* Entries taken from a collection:
= = = = =

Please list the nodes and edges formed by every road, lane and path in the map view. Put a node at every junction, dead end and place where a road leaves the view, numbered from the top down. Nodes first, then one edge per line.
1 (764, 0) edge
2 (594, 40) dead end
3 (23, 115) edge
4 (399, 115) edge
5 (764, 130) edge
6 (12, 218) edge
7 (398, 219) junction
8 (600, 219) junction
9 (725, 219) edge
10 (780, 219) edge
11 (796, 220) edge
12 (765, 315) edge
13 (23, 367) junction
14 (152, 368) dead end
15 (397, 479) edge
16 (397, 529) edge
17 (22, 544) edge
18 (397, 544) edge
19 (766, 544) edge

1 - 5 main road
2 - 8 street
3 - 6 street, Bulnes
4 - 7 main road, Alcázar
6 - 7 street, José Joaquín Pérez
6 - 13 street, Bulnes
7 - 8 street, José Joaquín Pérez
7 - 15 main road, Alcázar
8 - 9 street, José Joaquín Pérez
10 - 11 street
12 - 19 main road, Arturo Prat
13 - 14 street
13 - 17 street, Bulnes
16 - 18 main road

= = = = =

* What needs to be done: All entries must be duplicated exactly, with none left out.

* Task response:
Please list the nodes and edges formed by every road, lane and path in the map view. Put a node at every junction, dead end and place where a road leaves the view, numbered from the top down. Nodes first, then one edge per line.
1 (764, 0) edge
2 (594, 40) dead end
3 (23, 115) edge
4 (399, 115) edge
5 (764, 130) edge
6 (12, 218) edge
7 (398, 219) junction
8 (600, 219) junction
9 (725, 219) edge
10 (780, 219) edge
11 (796, 220) edge
12 (765, 315) edge
13 (23, 367) junction
14 (152, 368) dead end
15 (397, 479) edge
16 (397, 529) edge
17 (22, 544) edge
18 (397, 544) edge
19 (766, 544) edge

1 - 5 main road
2 - 8 street
3 - 6 street, Bulnes
4 - 7 main road, Alcázar
6 - 7 street, José Joaquín Pérez
6 - 13 street, Bulnes
7 - 8 street, José Joaquín Pérez
7 - 15 main road, Alcázar
8 - 9 street, José Joaquín Pérez
10 - 11 street
12 - 19 main road, Arturo Prat
13 - 14 street
13 - 17 street, Bulnes
16 - 18 main road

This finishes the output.